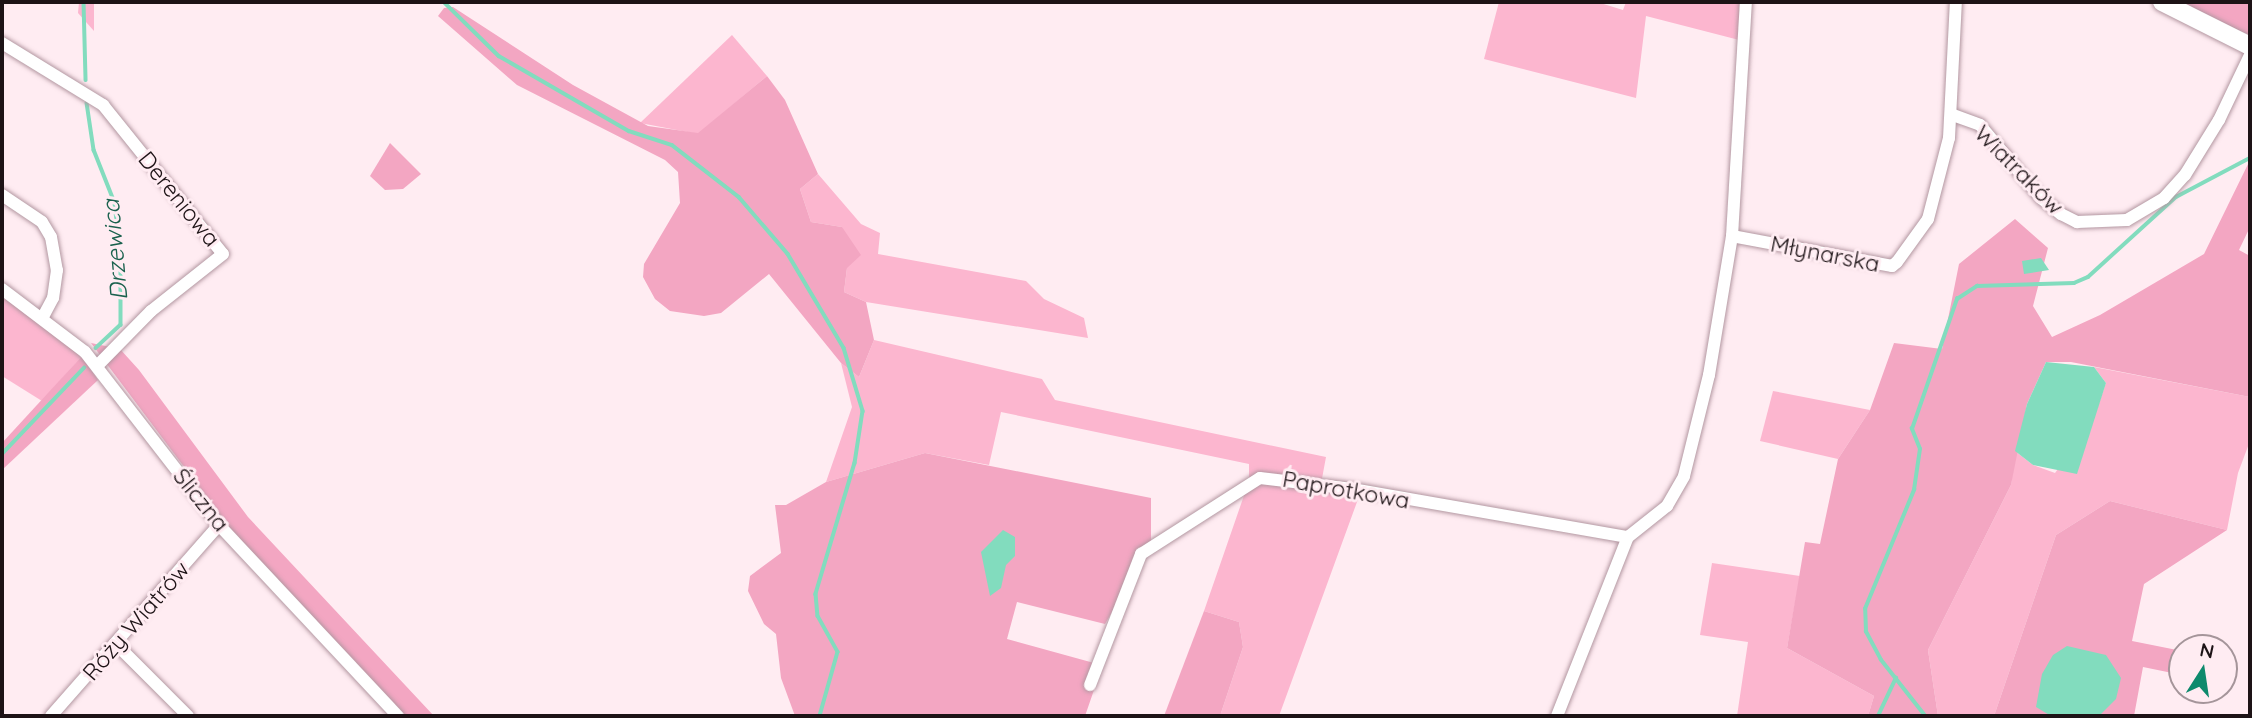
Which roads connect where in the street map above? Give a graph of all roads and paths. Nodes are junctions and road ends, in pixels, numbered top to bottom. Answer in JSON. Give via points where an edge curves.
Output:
{"nodes":[{"id":1,"x":1746,"y":2,"type":"edge"},
{"id":2,"x":1956,"y":2,"type":"edge"},
{"id":3,"x":2162,"y":2,"type":"edge"},
{"id":4,"x":2,"y":43,"type":"edge"},
{"id":5,"x":2250,"y":46,"type":"edge"},
{"id":6,"x":2250,"y":55,"type":"edge"},
{"id":7,"x":1952,"y":115,"type":"junction"},
{"id":8,"x":2,"y":195,"type":"edge"},
{"id":9,"x":1732,"y":236,"type":"junction"},
{"id":10,"x":2,"y":289,"type":"edge"},
{"id":11,"x":43,"y":317,"type":"junction"},
{"id":12,"x":97,"y":366,"type":"junction"},
{"id":13,"x":219,"y":525,"type":"junction"},
{"id":14,"x":1628,"y":537,"type":"junction"},
{"id":15,"x":116,"y":644,"type":"junction"},
{"id":16,"x":1090,"y":685,"type":"dead end"},
{"id":17,"x":51,"y":716,"type":"edge"},
{"id":18,"x":187,"y":716,"type":"edge"},
{"id":19,"x":398,"y":716,"type":"edge"},
{"id":20,"x":1557,"y":716,"type":"edge"}],
"edges":[{"from":1,"to":9,"type":"street"},
{"from":2,"to":7,"type":"street","name":"Młynarska"},
{"from":3,"to":5,"type":"main road"},
{"from":4,"to":12,"type":"street","name":"Dereniowa","via":[[103,105],[223,254],[151,311]]},
{"from":6,"to":7,"type":"street","name":"Wiatraków","via":[[2219,120],[2185,175],[2164,198],[2127,220],[2077,222],[2061,214],[2041,198],[1980,125]]},
{"from":7,"to":9,"type":"street","name":"Młynarska","via":[[1928,219],[1892,266]]},
{"from":8,"to":11,"type":"street","via":[[42,222],[51,237],[57,271],[53,298]]},
{"from":9,"to":14,"type":"street","via":[[1709,375],[1684,476],[1667,506]]},
{"from":10,"to":11,"type":"street","name":"Śliczna"},
{"from":11,"to":12,"type":"street","name":"Śliczna"},
{"from":12,"to":13,"type":"street","name":"Śliczna"},
{"from":13,"to":15,"type":"street","name":"Róży Wiatrów"},
{"from":13,"to":19,"type":"street","name":"Śliczna"},
{"from":14,"to":16,"type":"street","name":"Paprotkowa","via":[[1352,489],[1260,478],[1141,554],[1112,617]]},
{"from":14,"to":20,"type":"street"},
{"from":15,"to":17,"type":"street","name":"Róży Wiatrów"},
{"from":15,"to":18,"type":"street"}]}
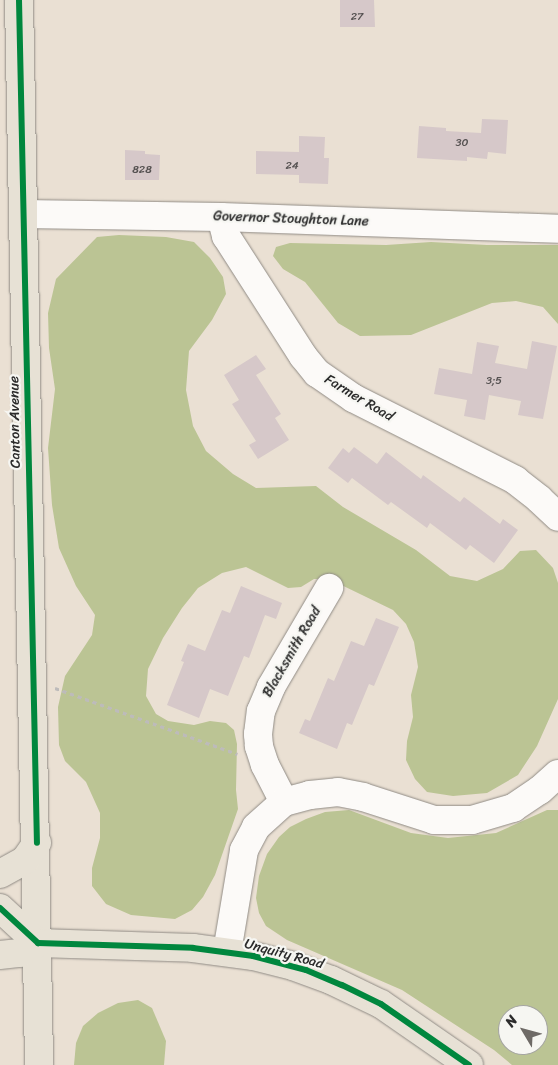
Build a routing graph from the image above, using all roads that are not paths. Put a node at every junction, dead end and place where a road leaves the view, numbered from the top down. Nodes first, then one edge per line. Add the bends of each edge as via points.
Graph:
1 (19, 0) edge
2 (23, 214) junction
3 (221, 217) junction
4 (558, 229) edge
5 (558, 517) edge
6 (329, 588) dead end
7 (558, 774) edge
8 (284, 802) junction
9 (37, 843) junction
10 (0, 874) edge
11 (0, 908) edge
12 (38, 944) junction
13 (227, 952) junction
14 (0, 955) edge
15 (40, 1065) edge
16 (469, 1065) edge

1 - 2 main road, Canton Avenue
2 - 3 street, Governor Stoughton Lane
2 - 9 main road, Canton Avenue
3 - 4 street, Governor Stoughton Lane
3 - 5 street, Farmer Road via 226,236 317,373 352,398 515,480
6 - 8 street, Blacksmith Road via 265,699 258,734 262,757
7 - 8 street via 513,808 472,820 434,820 363,796 344,793 310,794
8 - 13 street via 256,827 244,850
9 - 10 main road via 25,860
9 - 12 main road, Canton Avenue
11 - 12 main road
12 - 13 main road, Unquity Road via 157,946
12 - 14 main road via 20,953
12 - 15 main road, Canton Avenue
13 - 16 main road, Unquity Road via 293,966 342,985 395,1013

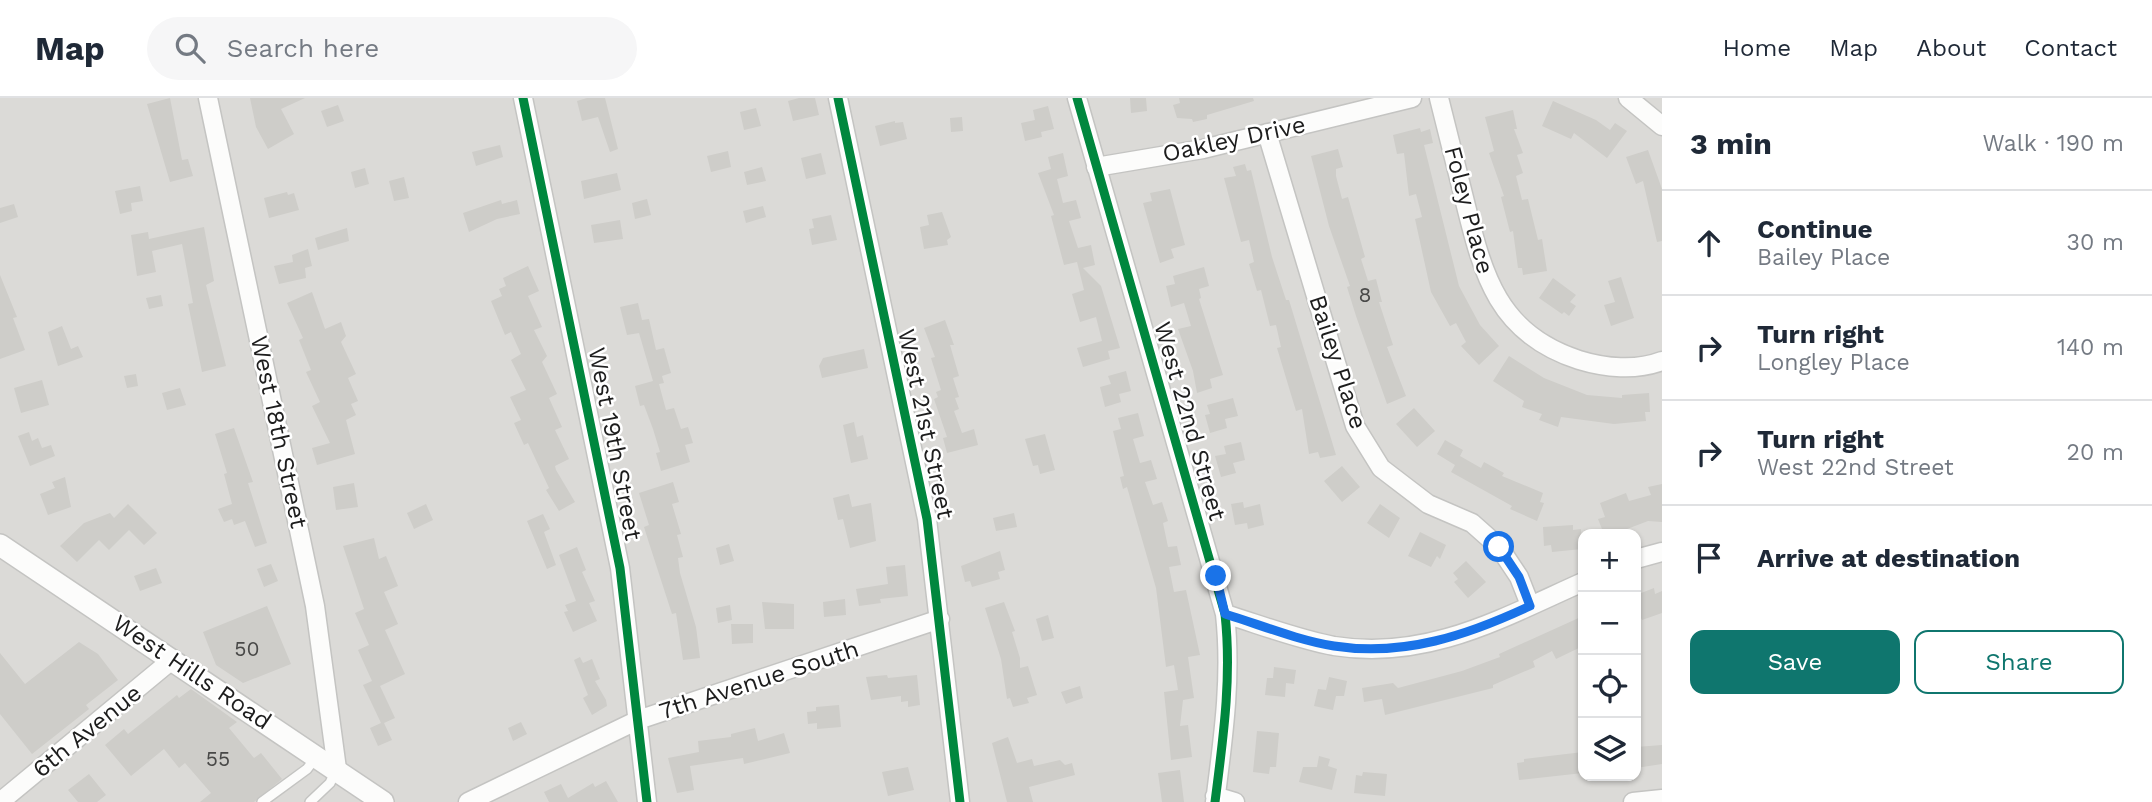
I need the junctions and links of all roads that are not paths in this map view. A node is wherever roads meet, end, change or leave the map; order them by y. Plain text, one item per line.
1 (208, 98) edge
2 (523, 98) edge
3 (838, 98) edge
4 (1077, 98) edge
5 (1412, 98) edge
6 (1439, 98) edge
7 (1628, 98) edge
8 (1662, 126) edge
9 (1267, 133) junction
10 (1096, 167) junction
11 (1662, 361) edge
12 (0, 545) edge
13 (1662, 552) edge
14 (1641, 558) edge
15 (1578, 584) edge
16 (1530, 606) junction
17 (1225, 614) junction
18 (940, 619) junction
19 (173, 659) junction
20 (638, 720) junction
21 (317, 756) junction
22 (337, 769) junction
23 (1215, 799) edge
24 (1662, 799) edge
25 (0, 802) edge
26 (262, 802) edge
27 (310, 802) edge
28 (383, 802) edge
29 (468, 802) edge
30 (647, 802) edge
31 (960, 802) edge
32 (1235, 802) edge
33 (1633, 802) edge

1 - 22 street, West 18th Street
2 - 20 street, West 19th Street
3 - 18 street, West 21st Street
4 - 10 street, West 22nd Street
5 - 9 street, Oakley Drive
6 - 11 street, Foley Place
7 - 8 street
9 - 10 street, Oakley Drive
9 - 16 street, Bailey Place
10 - 17 street, West 22nd Street
12 - 19 street, West Hills Road
13 - 14 street
15 - 16 street
16 - 17 street
17 - 23 street, West 22nd Street
18 - 20 street, 7th Avenue South
18 - 31 street, West 21st Street
19 - 21 street, West Hills Road
19 - 25 street, 6th Avenue
20 - 29 street, 7th Avenue South
20 - 30 street, West 19th Street
21 - 22 street, West Hills Road
21 - 26 lane
22 - 27 lane
22 - 28 street, West Hills Road
23 - 32 street
24 - 33 street

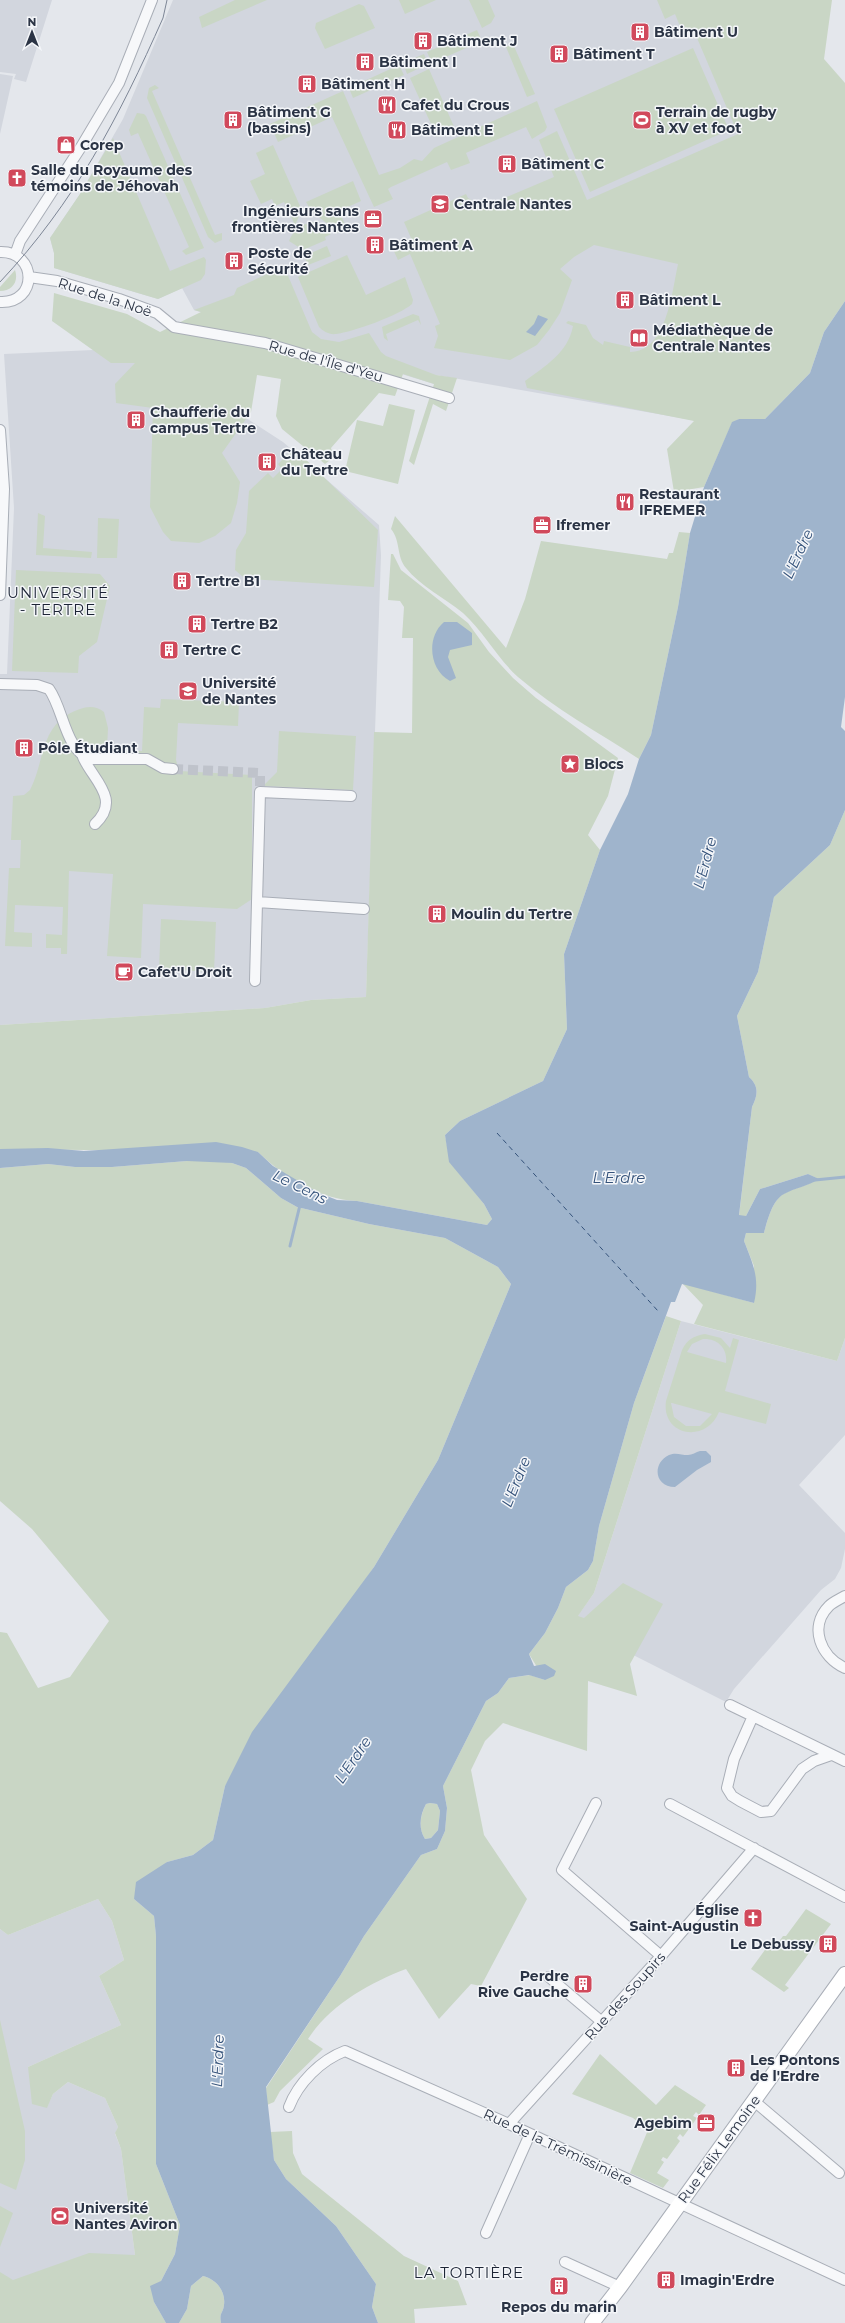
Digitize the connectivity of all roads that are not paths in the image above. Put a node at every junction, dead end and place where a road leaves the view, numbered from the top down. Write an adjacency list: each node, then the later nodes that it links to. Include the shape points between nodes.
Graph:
1 (152, 0): 2 (street, via 119,84)
2 (20, 241): 3 (street); 4 (street)
3 (2, 252): 4 (street)
4 (15, 255): 5 (street, via 25,264)
5 (29, 277): 6 (street, via 20,296 10,302); 7 (street, Rue de la Noë, via 58,281 119,299 157,313 174,327)
6 (0, 302)
7 (200, 332): 8 (street, Rue de l'Île d'Yeu, via 265,343)
8 (449, 398)
9 (0, 430): 10 (street, via 4,494)
10 (0, 595)
11 (0, 684): 12 (street, via 36,685 49,689 64,718 74,749)
12 (83, 757): 13 (street, via 147,759 163,768); 15 (street, via 101,783 106,800 103,817)
13 (174, 769)
14 (351, 796): 16 (street, via 260,792)
15 (95, 824)
16 (257, 902): 17 (street); 18 (street)
17 (364, 909)
18 (254, 980)
19 (845, 1596): 20 (street, via 829,1605 818,1628 824,1651 833,1661)
20 (845, 1668)
21 (730, 1705): 22 (street)
22 (753, 1716): 23 (street); 23 (street, via 734,1759 727,1788 732,1796 761,1812 771,1811 802,1769)
23 (831, 1755): 24 (street)
24 (845, 1762)
25 (596, 1802): 29 (street, via 562,1870)
26 (670, 1804): 27 (street)
27 (754, 1848): 28 (street); 29 (street, Rue des Soupirs)
28 (845, 1897)
29 (661, 1956): 32 (street, Rue des Soupirs)
30 (845, 1974): 33 (street, Rue Félix Lemoine)
31 (549, 1977): 32 (street)
32 (602, 2022): 35 (street, Rue des Soupirs)
33 (754, 2101): 37 (street); 38 (street, Rue Félix Lemoine)
34 (289, 2107): 35 (street, Rue de la Trémissinière, via 293,2096 312,2073 332,2056 345,2051)
35 (510, 2124): 36 (street, Rue de la Trémissinière)
36 (530, 2134): 38 (street, Rue de la Trémissinière); 39 (street)
37 (839, 2173)
38 (679, 2203): 41 (street, Rue de la Trémissinière); 42 (street, Rue Félix Lemoine)
39 (486, 2233)
40 (565, 2262): 42 (street)
41 (845, 2280)
42 (620, 2287): 43 (street, Rue Félix Lemoine)
43 (592, 2323)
-------
ASSIGNMENT
Restate word for word every line from the one with "I need the junctions" up to and including the one with "Digitize the connectivity" in the records above, minus the pictures.

RESULT OF THIS EXERCISE
I need the junctions and links of all roads that are not paths in this map view. A node is wherever roads meet, end, change or leave the map; order them by y. Plain text, one item per line.
1 (208, 98) edge
2 (523, 98) edge
3 (838, 98) edge
4 (1077, 98) edge
5 (1412, 98) edge
6 (1439, 98) edge
7 (1628, 98) edge
8 (1662, 126) edge
9 (1267, 133) junction
10 (1096, 167) junction
11 (1662, 361) edge
12 (0, 545) edge
13 (1662, 552) edge
14 (1641, 558) edge
15 (1578, 584) edge
16 (1530, 606) junction
17 (1225, 614) junction
18 (940, 619) junction
19 (173, 659) junction
20 (638, 720) junction
21 (317, 756) junction
22 (337, 769) junction
23 (1215, 799) edge
24 (1662, 799) edge
25 (0, 802) edge
26 (262, 802) edge
27 (310, 802) edge
28 (383, 802) edge
29 (468, 802) edge
30 (647, 802) edge
31 (960, 802) edge
32 (1235, 802) edge
33 (1633, 802) edge

1 - 22 street, West 18th Street
2 - 20 street, West 19th Street
3 - 18 street, West 21st Street
4 - 10 street, West 22nd Street
5 - 9 street, Oakley Drive
6 - 11 street, Foley Place
7 - 8 street
9 - 10 street, Oakley Drive
9 - 16 street, Bailey Place
10 - 17 street, West 22nd Street
12 - 19 street, West Hills Road
13 - 14 street
15 - 16 street
16 - 17 street
17 - 23 street, West 22nd Street
18 - 20 street, 7th Avenue South
18 - 31 street, West 21st Street
19 - 21 street, West Hills Road
19 - 25 street, 6th Avenue
20 - 29 street, 7th Avenue South
20 - 30 street, West 19th Street
21 - 22 street, West Hills Road
21 - 26 lane
22 - 27 lane
22 - 28 street, West Hills Road
23 - 32 street
24 - 33 street

Digitize the connectivity of all roads that are not paths in the image above. Put a node at every junction, dead end and place where a road leaves the view, numbered from the top down. Write an adjacency list: each node, then the later nodes that it links to. Include the shape points between nodes.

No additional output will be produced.